TASK DIRECTIONS
Please copy each line of the data that includes the string "Pine".

(Stored dataset items)
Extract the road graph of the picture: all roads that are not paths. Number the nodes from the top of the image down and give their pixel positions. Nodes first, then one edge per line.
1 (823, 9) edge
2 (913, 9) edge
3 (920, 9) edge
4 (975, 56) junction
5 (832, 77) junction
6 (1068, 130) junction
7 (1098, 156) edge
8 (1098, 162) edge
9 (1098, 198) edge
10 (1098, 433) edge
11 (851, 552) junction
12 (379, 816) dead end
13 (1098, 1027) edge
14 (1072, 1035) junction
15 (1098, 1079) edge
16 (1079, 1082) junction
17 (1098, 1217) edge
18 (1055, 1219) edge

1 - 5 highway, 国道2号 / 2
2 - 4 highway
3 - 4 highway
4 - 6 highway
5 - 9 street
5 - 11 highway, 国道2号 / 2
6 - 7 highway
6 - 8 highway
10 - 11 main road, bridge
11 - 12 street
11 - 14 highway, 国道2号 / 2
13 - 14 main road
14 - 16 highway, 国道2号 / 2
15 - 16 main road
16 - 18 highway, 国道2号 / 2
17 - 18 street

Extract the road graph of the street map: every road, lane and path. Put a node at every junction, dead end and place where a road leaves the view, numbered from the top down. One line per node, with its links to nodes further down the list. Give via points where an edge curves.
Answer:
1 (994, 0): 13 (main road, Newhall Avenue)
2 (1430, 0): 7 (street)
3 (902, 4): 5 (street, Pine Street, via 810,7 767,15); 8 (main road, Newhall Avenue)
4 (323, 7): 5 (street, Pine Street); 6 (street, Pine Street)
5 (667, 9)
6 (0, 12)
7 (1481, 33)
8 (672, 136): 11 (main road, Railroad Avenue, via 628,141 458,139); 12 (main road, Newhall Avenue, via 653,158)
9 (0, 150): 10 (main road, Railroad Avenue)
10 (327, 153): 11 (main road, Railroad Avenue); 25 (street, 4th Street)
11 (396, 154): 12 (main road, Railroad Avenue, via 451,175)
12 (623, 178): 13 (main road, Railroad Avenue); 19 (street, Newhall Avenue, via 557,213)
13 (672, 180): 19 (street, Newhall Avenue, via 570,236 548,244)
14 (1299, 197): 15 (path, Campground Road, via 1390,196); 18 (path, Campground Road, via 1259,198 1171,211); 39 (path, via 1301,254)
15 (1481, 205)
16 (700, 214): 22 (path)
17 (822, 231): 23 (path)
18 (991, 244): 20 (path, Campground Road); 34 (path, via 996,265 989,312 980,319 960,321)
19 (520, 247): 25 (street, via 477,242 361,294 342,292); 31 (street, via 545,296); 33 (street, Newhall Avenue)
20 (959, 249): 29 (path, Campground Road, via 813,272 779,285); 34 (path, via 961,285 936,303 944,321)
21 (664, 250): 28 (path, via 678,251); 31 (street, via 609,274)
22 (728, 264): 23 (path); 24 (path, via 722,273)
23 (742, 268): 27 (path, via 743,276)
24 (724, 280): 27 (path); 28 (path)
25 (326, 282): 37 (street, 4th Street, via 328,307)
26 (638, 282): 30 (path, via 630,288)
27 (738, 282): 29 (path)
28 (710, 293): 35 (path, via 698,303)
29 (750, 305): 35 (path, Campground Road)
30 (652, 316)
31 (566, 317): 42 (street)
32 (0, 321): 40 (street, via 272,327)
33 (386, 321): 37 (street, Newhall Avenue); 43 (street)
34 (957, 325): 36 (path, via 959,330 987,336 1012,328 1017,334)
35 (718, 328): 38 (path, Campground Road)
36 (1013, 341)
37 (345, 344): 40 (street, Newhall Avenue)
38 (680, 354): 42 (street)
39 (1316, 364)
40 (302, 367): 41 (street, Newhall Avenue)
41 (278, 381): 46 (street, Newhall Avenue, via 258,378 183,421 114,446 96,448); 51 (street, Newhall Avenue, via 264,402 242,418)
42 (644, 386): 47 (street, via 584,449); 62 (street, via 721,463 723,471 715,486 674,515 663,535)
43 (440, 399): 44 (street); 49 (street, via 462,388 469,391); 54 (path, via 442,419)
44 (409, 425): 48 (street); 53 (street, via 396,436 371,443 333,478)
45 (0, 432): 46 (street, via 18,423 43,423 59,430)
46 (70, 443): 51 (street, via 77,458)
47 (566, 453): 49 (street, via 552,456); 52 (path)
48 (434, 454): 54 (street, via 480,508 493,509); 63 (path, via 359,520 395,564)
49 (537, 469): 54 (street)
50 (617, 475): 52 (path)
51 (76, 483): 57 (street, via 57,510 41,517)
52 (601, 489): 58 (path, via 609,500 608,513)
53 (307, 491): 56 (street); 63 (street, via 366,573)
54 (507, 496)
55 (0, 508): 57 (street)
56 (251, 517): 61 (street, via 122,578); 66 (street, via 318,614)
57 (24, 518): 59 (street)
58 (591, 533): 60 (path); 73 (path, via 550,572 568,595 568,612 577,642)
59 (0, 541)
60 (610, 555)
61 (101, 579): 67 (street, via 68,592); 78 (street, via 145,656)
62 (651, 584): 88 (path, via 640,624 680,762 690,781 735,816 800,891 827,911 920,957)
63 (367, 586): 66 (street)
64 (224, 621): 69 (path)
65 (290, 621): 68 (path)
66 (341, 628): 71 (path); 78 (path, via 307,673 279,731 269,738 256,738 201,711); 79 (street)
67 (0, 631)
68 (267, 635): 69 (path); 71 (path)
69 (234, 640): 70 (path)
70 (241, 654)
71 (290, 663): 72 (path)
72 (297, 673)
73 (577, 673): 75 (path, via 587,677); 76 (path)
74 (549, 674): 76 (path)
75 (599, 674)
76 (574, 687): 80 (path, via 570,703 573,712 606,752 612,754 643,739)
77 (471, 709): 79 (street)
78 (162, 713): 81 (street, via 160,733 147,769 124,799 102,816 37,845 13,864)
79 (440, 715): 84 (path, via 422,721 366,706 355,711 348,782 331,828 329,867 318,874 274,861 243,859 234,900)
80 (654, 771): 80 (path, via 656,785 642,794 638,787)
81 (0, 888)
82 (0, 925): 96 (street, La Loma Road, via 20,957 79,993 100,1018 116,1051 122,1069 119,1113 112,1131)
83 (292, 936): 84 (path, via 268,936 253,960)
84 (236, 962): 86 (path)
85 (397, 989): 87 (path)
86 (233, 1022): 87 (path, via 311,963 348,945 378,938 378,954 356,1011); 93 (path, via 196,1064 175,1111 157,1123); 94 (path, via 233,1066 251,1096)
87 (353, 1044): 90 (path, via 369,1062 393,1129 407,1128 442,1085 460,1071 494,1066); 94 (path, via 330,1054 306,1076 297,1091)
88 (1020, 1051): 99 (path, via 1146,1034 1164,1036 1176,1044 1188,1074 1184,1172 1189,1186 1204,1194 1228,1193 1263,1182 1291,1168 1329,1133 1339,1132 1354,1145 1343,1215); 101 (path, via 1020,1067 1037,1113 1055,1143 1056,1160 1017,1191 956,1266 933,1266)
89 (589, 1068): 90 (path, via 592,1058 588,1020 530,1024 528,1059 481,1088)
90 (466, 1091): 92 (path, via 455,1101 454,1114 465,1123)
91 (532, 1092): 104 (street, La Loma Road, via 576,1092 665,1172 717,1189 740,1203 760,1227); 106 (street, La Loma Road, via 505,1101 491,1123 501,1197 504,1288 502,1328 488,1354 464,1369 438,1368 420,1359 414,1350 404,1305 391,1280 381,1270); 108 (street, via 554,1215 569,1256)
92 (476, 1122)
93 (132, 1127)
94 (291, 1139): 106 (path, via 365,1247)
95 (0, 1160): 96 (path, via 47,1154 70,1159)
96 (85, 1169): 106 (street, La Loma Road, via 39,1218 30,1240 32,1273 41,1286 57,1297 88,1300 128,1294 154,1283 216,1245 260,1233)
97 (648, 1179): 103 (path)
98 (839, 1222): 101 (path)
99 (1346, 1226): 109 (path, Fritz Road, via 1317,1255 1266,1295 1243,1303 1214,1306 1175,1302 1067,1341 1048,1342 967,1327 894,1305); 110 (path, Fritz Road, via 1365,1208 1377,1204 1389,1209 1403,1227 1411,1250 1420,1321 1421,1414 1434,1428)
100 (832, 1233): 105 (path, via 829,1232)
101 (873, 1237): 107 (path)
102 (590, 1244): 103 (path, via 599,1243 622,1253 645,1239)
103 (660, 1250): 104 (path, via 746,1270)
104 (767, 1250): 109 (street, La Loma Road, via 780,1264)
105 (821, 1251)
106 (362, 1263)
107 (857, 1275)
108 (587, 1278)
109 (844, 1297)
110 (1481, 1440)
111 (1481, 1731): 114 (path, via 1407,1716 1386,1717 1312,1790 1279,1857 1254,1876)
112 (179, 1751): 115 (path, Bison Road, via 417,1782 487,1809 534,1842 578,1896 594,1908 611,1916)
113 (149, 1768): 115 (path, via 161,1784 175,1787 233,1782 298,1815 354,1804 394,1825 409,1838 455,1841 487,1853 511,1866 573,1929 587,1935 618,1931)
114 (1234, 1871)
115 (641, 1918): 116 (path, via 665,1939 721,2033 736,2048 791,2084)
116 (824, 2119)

ANSWER AREA
3 (902, 4): 5 (street, Pine Street, via 810,7 767,15); 8 (main road, Newhall Avenue)
4 (323, 7): 5 (street, Pine Street); 6 (street, Pine Street)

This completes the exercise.